Сан-Мартин оказался энергичным и терпеливым администратором. Каждый вопрос он изучал до мельчайших подробностей, проводя разумную финансовую политику в своей провинции. Она была основана на налогообложении богатых людей и, разумеется, не нравилась им. Налогами облагались деятельность церкви, виноделие и любые доходы. Собственность землевладельцев, живущих за пределами страны, подлежала конфискации.

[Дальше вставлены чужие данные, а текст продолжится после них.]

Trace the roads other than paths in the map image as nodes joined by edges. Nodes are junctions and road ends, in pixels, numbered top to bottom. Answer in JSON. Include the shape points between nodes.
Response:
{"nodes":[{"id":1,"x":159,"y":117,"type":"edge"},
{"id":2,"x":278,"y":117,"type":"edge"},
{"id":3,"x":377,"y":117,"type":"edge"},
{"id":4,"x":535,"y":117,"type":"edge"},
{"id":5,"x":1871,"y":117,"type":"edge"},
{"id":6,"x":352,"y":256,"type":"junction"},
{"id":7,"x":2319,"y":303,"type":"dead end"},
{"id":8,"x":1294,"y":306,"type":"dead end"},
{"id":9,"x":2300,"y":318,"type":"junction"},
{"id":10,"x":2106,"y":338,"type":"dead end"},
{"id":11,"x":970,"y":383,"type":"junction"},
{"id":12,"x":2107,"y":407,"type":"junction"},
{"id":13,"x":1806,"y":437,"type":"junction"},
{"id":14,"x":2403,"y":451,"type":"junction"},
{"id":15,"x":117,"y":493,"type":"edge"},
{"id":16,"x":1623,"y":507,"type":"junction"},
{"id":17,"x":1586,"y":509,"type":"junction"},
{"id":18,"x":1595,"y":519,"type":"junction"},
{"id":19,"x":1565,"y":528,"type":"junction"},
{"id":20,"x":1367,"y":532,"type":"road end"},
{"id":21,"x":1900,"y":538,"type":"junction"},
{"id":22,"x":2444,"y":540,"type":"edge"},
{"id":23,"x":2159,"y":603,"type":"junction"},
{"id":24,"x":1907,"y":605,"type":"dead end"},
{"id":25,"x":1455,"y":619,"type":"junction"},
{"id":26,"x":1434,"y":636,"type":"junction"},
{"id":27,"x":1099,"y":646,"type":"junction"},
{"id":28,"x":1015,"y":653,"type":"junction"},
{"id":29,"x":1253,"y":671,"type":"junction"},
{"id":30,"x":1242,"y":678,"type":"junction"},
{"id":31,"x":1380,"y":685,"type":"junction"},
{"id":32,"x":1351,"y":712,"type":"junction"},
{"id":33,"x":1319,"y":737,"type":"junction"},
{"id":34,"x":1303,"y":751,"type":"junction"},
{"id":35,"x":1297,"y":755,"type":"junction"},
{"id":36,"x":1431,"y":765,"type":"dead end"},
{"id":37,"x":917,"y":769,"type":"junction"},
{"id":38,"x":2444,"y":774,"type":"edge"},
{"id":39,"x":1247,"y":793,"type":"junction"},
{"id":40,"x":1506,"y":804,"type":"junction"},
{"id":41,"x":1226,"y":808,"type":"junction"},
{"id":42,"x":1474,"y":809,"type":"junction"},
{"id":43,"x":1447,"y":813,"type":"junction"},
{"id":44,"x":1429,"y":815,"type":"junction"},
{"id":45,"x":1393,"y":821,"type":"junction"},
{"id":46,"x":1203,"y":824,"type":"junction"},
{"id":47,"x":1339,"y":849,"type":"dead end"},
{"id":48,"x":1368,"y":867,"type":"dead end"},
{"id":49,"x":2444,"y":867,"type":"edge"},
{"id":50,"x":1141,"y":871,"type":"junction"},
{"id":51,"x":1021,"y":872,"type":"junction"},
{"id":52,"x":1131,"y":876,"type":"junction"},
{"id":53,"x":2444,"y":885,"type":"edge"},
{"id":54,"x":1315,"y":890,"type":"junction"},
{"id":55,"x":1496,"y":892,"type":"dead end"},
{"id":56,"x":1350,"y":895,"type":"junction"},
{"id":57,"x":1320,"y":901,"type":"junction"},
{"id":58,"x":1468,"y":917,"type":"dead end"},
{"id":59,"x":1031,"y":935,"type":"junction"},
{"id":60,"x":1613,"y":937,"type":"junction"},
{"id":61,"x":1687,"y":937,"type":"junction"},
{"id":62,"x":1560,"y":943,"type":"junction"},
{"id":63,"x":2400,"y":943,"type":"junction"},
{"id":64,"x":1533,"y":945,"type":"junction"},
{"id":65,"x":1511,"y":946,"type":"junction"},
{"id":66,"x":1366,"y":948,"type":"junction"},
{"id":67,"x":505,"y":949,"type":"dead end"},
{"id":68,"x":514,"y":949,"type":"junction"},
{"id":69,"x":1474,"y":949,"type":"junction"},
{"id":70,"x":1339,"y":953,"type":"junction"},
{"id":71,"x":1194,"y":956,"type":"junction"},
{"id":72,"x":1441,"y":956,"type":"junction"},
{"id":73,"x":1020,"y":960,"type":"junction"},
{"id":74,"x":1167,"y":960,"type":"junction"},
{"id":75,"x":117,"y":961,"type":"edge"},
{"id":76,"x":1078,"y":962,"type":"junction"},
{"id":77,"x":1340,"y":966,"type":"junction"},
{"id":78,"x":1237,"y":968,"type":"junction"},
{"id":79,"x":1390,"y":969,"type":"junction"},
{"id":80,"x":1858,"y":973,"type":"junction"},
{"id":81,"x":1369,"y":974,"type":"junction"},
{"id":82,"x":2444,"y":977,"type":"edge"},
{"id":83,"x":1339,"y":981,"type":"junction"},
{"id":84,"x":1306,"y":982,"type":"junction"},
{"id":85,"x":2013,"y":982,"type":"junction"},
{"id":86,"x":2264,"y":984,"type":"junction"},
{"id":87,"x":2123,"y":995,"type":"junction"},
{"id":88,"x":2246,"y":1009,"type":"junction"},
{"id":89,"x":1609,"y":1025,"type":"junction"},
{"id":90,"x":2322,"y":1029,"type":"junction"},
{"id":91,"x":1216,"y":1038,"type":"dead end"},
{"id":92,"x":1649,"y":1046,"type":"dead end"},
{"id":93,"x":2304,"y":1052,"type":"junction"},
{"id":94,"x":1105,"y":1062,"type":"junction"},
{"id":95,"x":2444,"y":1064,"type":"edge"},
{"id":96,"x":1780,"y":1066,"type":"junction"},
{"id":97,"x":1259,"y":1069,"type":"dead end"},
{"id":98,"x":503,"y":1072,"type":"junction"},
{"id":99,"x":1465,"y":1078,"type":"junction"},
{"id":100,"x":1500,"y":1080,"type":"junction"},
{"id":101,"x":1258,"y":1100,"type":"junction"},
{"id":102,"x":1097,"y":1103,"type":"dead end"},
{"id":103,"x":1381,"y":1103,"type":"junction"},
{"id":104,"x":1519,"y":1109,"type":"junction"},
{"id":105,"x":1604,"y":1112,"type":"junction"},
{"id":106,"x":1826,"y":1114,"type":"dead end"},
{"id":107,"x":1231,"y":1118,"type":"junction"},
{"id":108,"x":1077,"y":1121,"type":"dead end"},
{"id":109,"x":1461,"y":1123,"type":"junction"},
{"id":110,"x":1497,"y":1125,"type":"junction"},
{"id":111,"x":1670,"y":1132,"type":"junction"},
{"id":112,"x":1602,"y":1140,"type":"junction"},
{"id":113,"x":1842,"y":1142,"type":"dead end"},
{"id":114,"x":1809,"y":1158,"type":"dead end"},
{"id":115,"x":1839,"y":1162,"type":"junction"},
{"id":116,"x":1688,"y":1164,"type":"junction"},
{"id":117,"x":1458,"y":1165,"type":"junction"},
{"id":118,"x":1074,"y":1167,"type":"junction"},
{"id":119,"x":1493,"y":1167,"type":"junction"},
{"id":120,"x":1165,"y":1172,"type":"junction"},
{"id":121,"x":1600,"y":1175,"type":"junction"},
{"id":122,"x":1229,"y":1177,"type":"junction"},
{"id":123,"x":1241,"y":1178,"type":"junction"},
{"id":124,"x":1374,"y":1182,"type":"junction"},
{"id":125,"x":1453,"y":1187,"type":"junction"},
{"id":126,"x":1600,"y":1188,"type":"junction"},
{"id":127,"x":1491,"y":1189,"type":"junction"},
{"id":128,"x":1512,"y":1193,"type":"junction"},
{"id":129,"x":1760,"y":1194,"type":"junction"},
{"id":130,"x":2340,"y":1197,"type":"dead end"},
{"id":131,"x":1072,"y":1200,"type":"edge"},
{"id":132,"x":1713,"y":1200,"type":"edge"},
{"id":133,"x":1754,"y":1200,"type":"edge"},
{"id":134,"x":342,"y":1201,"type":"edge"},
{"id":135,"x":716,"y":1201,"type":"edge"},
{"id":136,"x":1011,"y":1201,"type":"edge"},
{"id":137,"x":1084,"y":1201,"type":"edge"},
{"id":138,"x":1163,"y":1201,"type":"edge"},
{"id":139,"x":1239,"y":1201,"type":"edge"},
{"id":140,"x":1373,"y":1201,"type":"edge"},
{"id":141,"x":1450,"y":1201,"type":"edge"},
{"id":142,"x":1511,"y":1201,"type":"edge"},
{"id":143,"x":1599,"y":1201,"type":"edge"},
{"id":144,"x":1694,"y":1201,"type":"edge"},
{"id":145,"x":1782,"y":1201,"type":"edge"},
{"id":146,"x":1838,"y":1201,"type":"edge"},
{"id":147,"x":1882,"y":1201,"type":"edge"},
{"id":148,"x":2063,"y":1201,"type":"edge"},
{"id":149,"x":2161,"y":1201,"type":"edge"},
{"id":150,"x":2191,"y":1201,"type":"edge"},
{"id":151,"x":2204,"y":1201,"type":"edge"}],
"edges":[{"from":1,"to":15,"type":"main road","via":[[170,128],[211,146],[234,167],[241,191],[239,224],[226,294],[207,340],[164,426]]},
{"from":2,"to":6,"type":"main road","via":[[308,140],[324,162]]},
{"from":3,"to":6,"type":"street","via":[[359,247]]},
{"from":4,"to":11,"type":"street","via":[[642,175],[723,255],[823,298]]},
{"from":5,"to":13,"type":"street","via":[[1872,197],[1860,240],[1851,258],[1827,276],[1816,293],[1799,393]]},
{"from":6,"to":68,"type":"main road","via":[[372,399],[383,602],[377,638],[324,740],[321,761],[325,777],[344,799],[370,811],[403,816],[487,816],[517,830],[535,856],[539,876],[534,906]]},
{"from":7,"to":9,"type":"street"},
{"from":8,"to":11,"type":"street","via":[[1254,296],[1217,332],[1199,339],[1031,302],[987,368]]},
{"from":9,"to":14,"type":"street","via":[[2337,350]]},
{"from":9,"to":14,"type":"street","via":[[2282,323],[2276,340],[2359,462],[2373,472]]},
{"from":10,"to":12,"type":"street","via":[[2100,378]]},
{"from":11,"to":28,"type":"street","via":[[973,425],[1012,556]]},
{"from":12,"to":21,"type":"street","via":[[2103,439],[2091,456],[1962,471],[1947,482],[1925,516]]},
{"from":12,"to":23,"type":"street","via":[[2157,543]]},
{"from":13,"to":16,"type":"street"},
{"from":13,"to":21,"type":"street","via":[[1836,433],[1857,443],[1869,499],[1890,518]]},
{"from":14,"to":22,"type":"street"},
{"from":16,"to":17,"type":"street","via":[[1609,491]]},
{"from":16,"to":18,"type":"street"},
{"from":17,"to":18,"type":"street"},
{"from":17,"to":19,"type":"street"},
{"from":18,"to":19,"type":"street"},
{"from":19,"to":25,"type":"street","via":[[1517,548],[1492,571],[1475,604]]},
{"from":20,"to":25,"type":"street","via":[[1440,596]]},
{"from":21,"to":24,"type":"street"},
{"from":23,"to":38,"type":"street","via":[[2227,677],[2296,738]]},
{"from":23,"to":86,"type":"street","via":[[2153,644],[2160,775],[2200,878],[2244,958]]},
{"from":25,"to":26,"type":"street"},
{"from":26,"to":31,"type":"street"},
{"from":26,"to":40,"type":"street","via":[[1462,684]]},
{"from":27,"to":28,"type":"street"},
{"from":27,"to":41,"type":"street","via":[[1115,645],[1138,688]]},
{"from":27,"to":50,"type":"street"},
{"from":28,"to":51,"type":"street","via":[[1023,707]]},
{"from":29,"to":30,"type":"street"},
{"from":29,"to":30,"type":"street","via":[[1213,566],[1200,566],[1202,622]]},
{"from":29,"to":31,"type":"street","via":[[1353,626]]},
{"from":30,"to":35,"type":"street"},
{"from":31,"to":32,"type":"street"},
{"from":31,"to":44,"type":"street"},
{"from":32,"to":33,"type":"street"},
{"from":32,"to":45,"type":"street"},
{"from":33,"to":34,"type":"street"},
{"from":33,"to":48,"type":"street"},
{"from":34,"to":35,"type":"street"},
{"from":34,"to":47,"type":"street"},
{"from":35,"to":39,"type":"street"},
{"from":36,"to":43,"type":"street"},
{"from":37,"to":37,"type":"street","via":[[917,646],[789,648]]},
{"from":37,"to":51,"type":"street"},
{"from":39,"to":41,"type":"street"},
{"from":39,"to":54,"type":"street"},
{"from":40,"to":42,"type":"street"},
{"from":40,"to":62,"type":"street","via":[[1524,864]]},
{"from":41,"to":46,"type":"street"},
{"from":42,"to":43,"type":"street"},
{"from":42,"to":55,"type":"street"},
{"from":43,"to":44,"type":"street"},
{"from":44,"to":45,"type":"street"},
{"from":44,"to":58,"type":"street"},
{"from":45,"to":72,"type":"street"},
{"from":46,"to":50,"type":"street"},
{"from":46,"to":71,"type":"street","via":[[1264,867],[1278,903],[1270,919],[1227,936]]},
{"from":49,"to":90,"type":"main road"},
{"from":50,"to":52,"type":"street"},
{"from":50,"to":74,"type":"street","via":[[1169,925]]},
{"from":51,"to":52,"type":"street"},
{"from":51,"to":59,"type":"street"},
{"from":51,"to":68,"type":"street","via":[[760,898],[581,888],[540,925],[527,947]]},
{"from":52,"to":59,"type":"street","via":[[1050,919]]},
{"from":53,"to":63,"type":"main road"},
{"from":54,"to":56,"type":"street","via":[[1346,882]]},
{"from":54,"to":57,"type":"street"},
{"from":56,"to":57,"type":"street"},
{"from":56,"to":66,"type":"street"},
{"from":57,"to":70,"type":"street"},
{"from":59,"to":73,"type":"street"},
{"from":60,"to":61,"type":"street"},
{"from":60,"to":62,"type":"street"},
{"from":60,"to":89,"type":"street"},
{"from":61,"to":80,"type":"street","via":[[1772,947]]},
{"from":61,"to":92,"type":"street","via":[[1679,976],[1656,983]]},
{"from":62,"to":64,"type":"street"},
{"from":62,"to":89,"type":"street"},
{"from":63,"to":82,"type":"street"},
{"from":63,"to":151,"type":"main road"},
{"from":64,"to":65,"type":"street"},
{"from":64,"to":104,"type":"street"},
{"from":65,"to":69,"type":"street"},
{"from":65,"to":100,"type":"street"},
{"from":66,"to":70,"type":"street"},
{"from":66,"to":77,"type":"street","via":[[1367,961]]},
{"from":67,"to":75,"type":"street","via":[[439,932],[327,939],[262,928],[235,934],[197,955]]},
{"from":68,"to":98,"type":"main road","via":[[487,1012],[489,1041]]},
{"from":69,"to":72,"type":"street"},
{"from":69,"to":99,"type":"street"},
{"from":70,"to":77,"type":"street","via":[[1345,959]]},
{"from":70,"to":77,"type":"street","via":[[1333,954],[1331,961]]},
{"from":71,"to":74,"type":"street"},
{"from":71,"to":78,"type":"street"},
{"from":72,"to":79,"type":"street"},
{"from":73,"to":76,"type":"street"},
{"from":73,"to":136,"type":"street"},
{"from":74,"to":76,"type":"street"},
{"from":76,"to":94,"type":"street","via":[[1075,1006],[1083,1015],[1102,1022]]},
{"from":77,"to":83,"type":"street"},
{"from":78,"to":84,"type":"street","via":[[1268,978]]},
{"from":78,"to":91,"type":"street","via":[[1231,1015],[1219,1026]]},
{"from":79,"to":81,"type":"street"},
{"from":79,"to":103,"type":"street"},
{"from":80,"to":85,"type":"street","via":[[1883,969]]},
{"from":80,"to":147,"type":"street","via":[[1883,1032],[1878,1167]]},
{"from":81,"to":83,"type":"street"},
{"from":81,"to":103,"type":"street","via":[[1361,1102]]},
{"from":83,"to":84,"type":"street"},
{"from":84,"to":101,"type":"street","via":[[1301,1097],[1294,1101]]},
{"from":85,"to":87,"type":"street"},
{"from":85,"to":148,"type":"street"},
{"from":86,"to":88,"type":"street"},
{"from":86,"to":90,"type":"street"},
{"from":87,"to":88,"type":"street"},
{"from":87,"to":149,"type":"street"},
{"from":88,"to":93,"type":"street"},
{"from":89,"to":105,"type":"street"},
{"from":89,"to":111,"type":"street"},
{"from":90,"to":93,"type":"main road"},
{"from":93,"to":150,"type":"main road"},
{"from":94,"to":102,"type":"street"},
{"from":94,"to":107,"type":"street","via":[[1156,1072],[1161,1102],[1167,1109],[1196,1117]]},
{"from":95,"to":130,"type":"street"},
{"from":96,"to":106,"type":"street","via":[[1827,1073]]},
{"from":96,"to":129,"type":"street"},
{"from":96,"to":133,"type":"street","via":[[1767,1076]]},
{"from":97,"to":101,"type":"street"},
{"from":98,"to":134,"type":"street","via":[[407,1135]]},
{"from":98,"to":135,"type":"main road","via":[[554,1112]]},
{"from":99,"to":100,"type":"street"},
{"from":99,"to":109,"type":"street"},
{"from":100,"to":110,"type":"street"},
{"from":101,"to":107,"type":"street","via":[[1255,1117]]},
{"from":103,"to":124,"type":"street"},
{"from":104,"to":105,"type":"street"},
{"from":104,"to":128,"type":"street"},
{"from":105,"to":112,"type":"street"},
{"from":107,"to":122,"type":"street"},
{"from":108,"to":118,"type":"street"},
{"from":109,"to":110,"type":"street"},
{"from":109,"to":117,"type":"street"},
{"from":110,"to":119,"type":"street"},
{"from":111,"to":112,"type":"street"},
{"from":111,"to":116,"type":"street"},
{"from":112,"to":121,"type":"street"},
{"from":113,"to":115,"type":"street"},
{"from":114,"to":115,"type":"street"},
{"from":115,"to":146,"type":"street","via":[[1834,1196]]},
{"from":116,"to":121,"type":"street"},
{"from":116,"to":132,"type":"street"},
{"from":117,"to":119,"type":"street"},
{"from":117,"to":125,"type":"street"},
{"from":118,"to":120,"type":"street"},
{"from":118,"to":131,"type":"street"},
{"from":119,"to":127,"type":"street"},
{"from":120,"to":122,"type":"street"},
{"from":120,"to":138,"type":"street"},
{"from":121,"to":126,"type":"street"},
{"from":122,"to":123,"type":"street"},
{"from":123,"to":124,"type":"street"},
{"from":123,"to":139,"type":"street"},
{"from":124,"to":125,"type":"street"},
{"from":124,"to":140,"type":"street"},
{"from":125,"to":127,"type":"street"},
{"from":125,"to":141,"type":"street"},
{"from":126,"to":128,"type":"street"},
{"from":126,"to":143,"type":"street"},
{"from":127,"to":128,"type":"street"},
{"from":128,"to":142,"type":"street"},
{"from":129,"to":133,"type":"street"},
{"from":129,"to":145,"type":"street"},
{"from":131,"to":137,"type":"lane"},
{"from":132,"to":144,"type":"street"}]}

Сан-Мартин творил справедливость в духе Соломона. Например, крестьянку, плохо отзывавшуюся о своей стране, заставили из ее урожая выделить сто двадцать тыкв для армейской кухни. Один армейский офицер накопил большой карточный долг и признался в этом Сан-Мартину «как джентльмену». Ему дали денег, чтобы он смог расплатиться, но при этом сказали: «Никому не говори, кто дал их. Если генерал Сан- Мартин узнает, тебе несдобровать».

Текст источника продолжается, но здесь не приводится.